Tornare ad un modello di produzione ‘nazionale’ è l’unica via. Un modello che oltre a privilegiare il ‘Chilometro Zero’ a tutti i livelli, sia anche sottoposto a rigidi controlli da parte dello Stato. Sia chiaro, ‘rigidi controlli’’ non significa maggiore peso fiscale e burocratico. Al contrario, ogni forma di tassazione per chi investe e produce nel nostro Paese deve essere alleggerita, arrivando anche alla eliminazione se necessario. Questo, per favorire, appunto, il processo di re-industrializzazione dell’Italia, del ritorno del nostro Paese ad una capacità produttiva di rilievo. A cui si deve accompagnare una forte spinta all’innovazione.

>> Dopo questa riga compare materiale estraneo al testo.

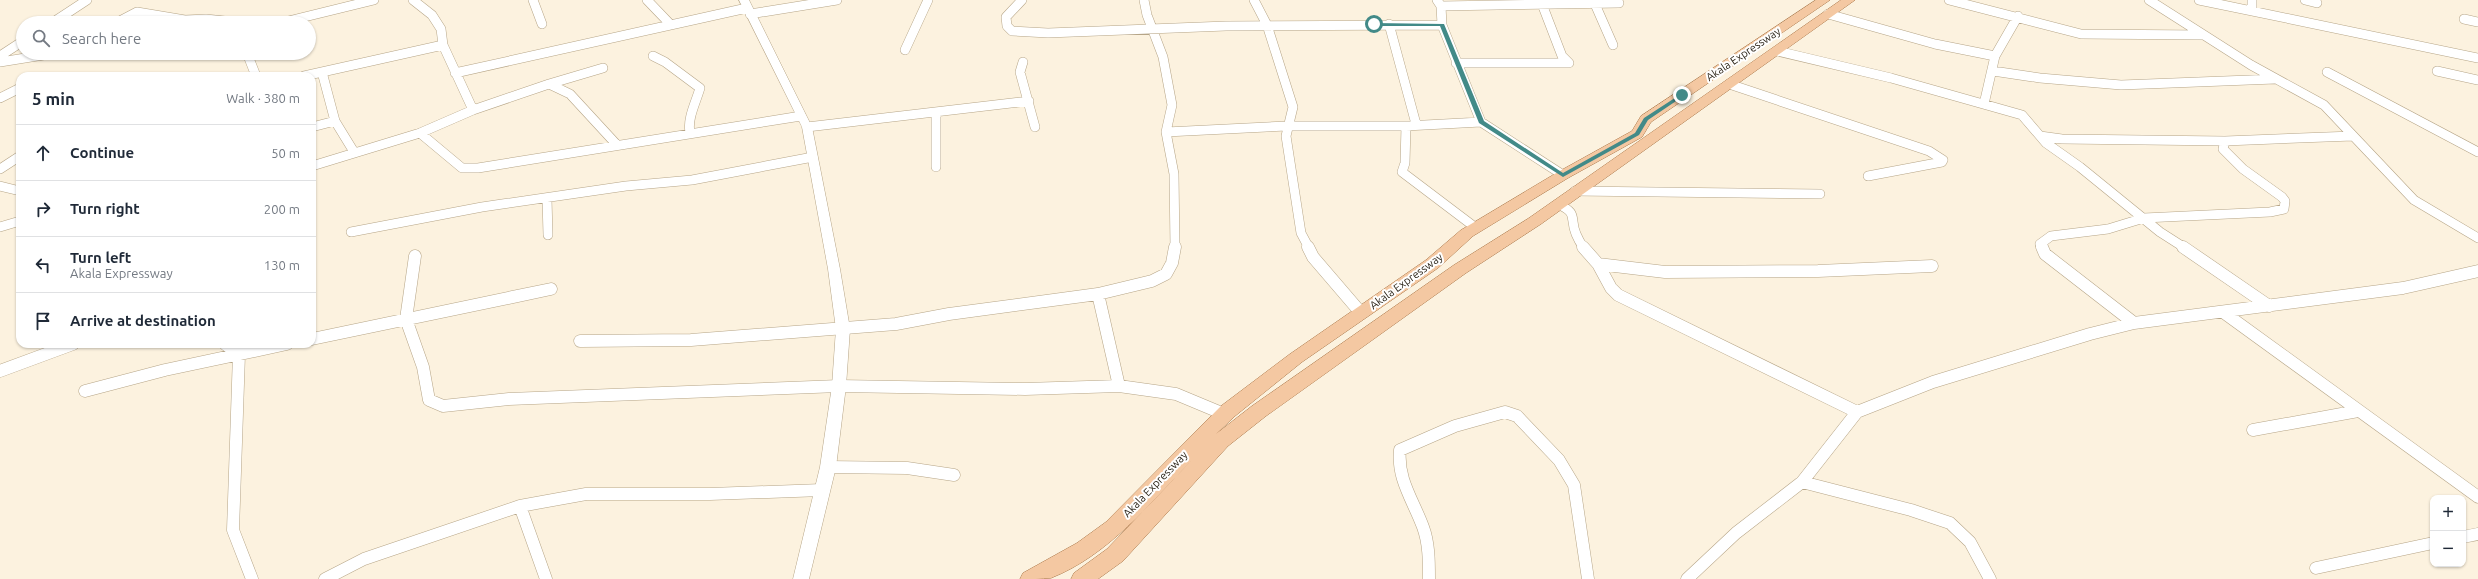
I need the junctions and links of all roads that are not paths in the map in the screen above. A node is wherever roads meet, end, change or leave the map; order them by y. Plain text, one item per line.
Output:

È palese come non si possa pensare di tornare ad un modello industriale basato sulla manodopera. Sono passati i decenni, l’Italia non è più quella del 1960, siamo di più ma siamo anche meno giovani. Per re-industrializzare, creare ricchezza e lavoro, bisogna puntare creazione di un sistema bilanciato tra manodopera e tecnologia, un sistema in grado di assorbire la grossa fetta di popolazione disoccupata, sotto-occupata, inoccupata, inattiva, dando lavoro a milioni di persone e contribuendo a distribuire ricchezza ai singoli e alle famiglie. Lavoro a retribuzione degna di questo nome, ovviamente. Perché la creazione ex-novo di un tessuto industriale e produttivo passa obbligatoriamente attraverso la creazione di un modello economico italo-centrico, che sostenga le nostre aziende, le faccia crescere, dia loro la possibilità di formarsi e arrivare a capacità produttive degne di nota. Obiettivi, tutti questi, raggiungibili solo se lo Stato fa la sua parte, riducendo la sua fame di tasse – che poi non si sa dove vanno a finire (o forse, lo sappiamo anche troppo bene)! – ed ergendosi come protettore delle aziende italiane nei confronti dei quelle straniere.

La domanda, a questo punto è: l’Italia, le sue istituzioni, le sue classi dirigenti politica ed economica, sono pronti per una tale ‘innovazione’?